**Task to carry out**: Each entry is to be given again exactly; drop the images.

BEGIN

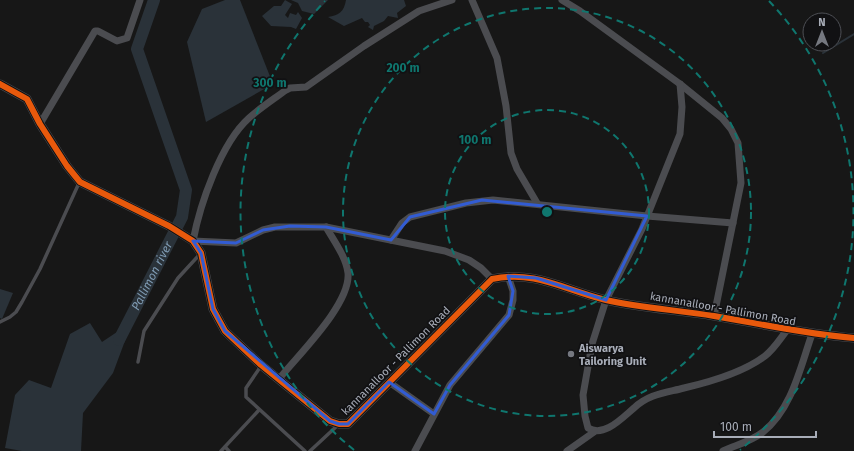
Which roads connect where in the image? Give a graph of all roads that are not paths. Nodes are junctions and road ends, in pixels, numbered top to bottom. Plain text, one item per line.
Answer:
1 (140, 0) edge
2 (452, 0) edge
3 (472, 0) edge
4 (562, 0) edge
5 (0, 84) edge
6 (680, 84) junction
7 (40, 124) junction
8 (80, 182) junction
9 (537, 203) junction
10 (647, 216) junction
11 (733, 223) junction
12 (326, 227) junction
13 (190, 238) junction
14 (391, 240) junction
15 (201, 253) junction
16 (508, 276) junction
17 (492, 280) junction
18 (606, 300) junction
19 (714, 316) junction
20 (0, 322) edge
21 (787, 330) junction
22 (812, 334) junction
23 (854, 338) edge
24 (138, 362) dead end
25 (261, 365) junction
26 (279, 379) junction
27 (389, 382) junction
28 (259, 410) junction
29 (434, 414) junction
30 (339, 424) junction
31 (594, 432) junction
32 (224, 447) junction
33 (221, 451) edge
34 (229, 451) edge
35 (305, 451) edge
36 (310, 451) edge
37 (415, 451) edge
38 (567, 451) edge
39 (724, 451) edge

1 - 7 street
2 - 13 street
3 - 9 street
4 - 6 street
5 - 7 street, kannanalloor - Pallimon Road
6 - 10 street
6 - 11 street
7 - 8 street, kannanalloor - Pallimon Road
8 - 13 street, kannanalloor - Pallimon Road
8 - 20 lane
9 - 10 street
9 - 14 street
10 - 11 street
10 - 18 street
11 - 19 street
12 - 13 street
12 - 14 street
12 - 26 street
13 - 15 street, kannanalloor - Pallimon Road
14 - 17 street
15 - 24 lane
15 - 25 street, kannanalloor - Pallimon Road
16 - 17 street, kannanalloor - Pallimon Road
16 - 18 street, kannanalloor - Pallimon Road
16 - 29 street
17 - 27 street, kannanalloor - Pallimon Road
18 - 19 street, kannanalloor - Pallimon Road
18 - 31 street
19 - 21 street, kannanalloor - Pallimon Road
21 - 22 street, kannanalloor - Pallimon Road
21 - 31 street
22 - 23 street, kannanalloor - Pallimon Road
22 - 39 street
25 - 26 street, kannanalloor - Pallimon Road
25 - 28 lane
26 - 30 street, kannanalloor - Pallimon Road
27 - 29 street
27 - 30 street, kannanalloor - Pallimon Road
28 - 32 lane
28 - 35 lane
29 - 37 street
30 - 36 lane
31 - 38 street
32 - 33 lane
32 - 34 lane

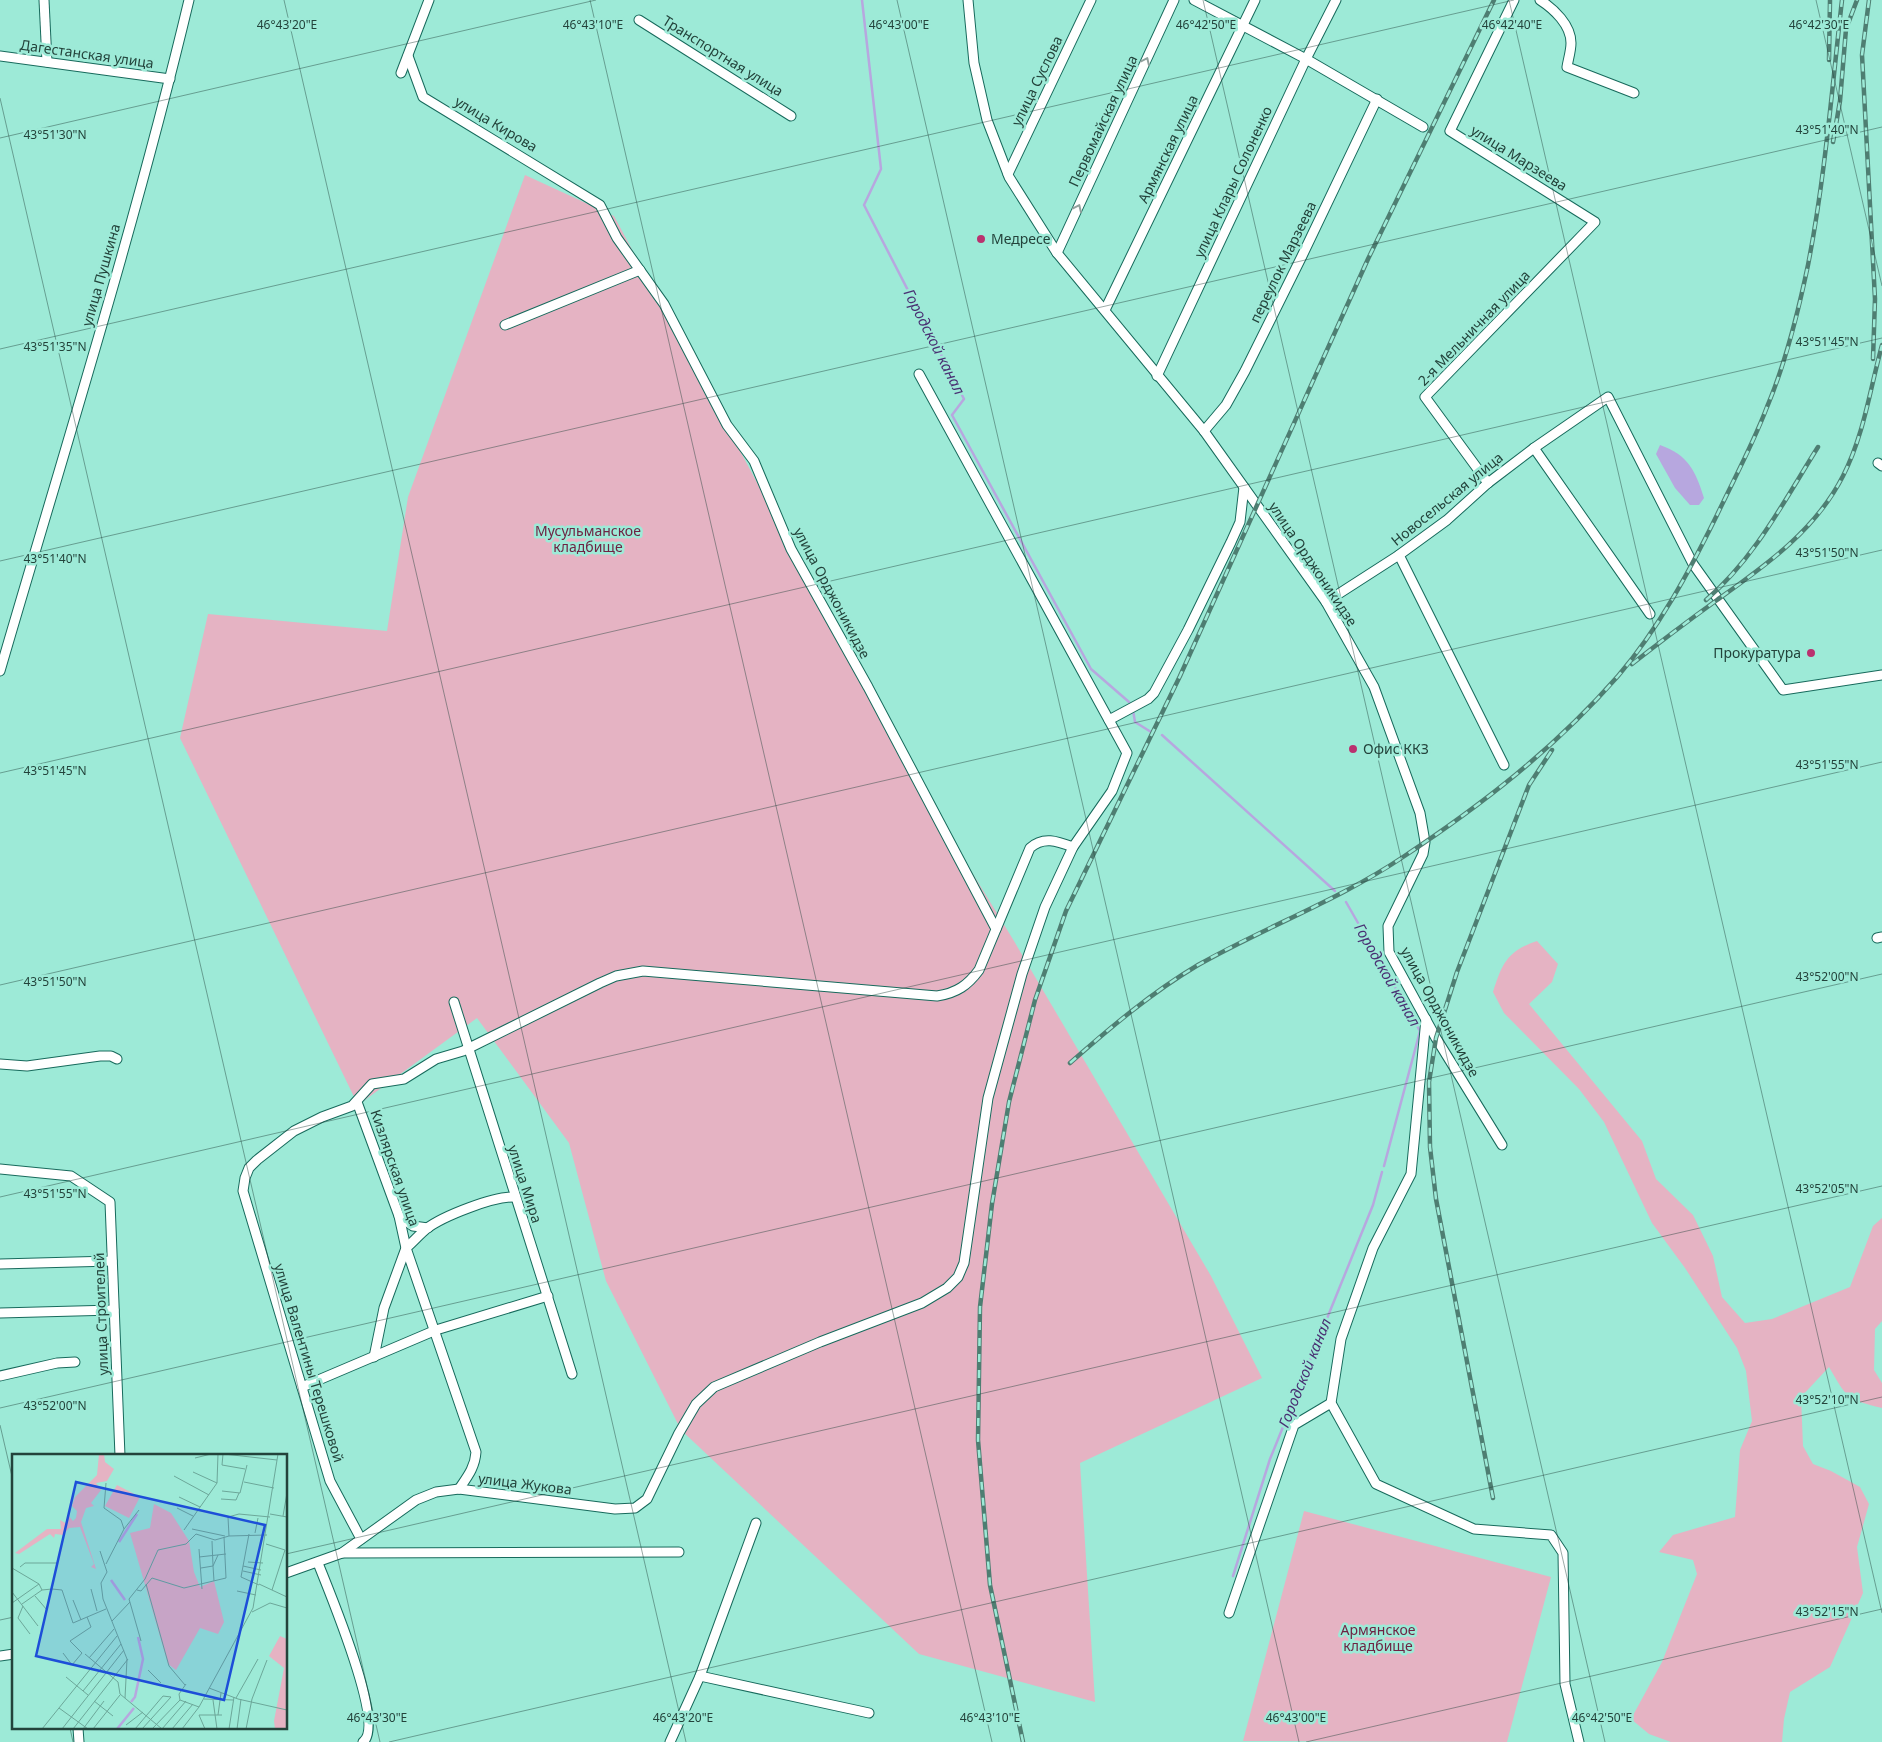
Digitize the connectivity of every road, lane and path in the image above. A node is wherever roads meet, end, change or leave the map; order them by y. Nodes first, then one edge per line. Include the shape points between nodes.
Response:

END

**Expected answer**:
Which roads connect where in the image? Give a graph of all roads that are not paths. Nodes are junctions and road ends, in pixels, numbered top to bottom. Plain text, one item per line.
Answer:
1 (140, 0) edge
2 (452, 0) edge
3 (472, 0) edge
4 (562, 0) edge
5 (0, 84) edge
6 (680, 84) junction
7 (40, 124) junction
8 (80, 182) junction
9 (537, 203) junction
10 (647, 216) junction
11 (733, 223) junction
12 (326, 227) junction
13 (190, 238) junction
14 (391, 240) junction
15 (201, 253) junction
16 (508, 276) junction
17 (492, 280) junction
18 (606, 300) junction
19 (714, 316) junction
20 (0, 322) edge
21 (787, 330) junction
22 (812, 334) junction
23 (854, 338) edge
24 (138, 362) dead end
25 (261, 365) junction
26 (279, 379) junction
27 (389, 382) junction
28 (259, 410) junction
29 (434, 414) junction
30 (339, 424) junction
31 (594, 432) junction
32 (224, 447) junction
33 (221, 451) edge
34 (229, 451) edge
35 (305, 451) edge
36 (310, 451) edge
37 (415, 451) edge
38 (567, 451) edge
39 (724, 451) edge

1 - 7 street
2 - 13 street
3 - 9 street
4 - 6 street
5 - 7 street, kannanalloor - Pallimon Road
6 - 10 street
6 - 11 street
7 - 8 street, kannanalloor - Pallimon Road
8 - 13 street, kannanalloor - Pallimon Road
8 - 20 lane
9 - 10 street
9 - 14 street
10 - 11 street
10 - 18 street
11 - 19 street
12 - 13 street
12 - 14 street
12 - 26 street
13 - 15 street, kannanalloor - Pallimon Road
14 - 17 street
15 - 24 lane
15 - 25 street, kannanalloor - Pallimon Road
16 - 17 street, kannanalloor - Pallimon Road
16 - 18 street, kannanalloor - Pallimon Road
16 - 29 street
17 - 27 street, kannanalloor - Pallimon Road
18 - 19 street, kannanalloor - Pallimon Road
18 - 31 street
19 - 21 street, kannanalloor - Pallimon Road
21 - 22 street, kannanalloor - Pallimon Road
21 - 31 street
22 - 23 street, kannanalloor - Pallimon Road
22 - 39 street
25 - 26 street, kannanalloor - Pallimon Road
25 - 28 lane
26 - 30 street, kannanalloor - Pallimon Road
27 - 29 street
27 - 30 street, kannanalloor - Pallimon Road
28 - 32 lane
28 - 35 lane
29 - 37 street
30 - 36 lane
31 - 38 street
32 - 33 lane
32 - 34 lane

Digitize the connectivity of every road, lane and path in the image above. A node is wherever roads meet, end, change or leave the map; order them by y. Nodes first, then one edge per line. Include the shape points between nodes.
Response:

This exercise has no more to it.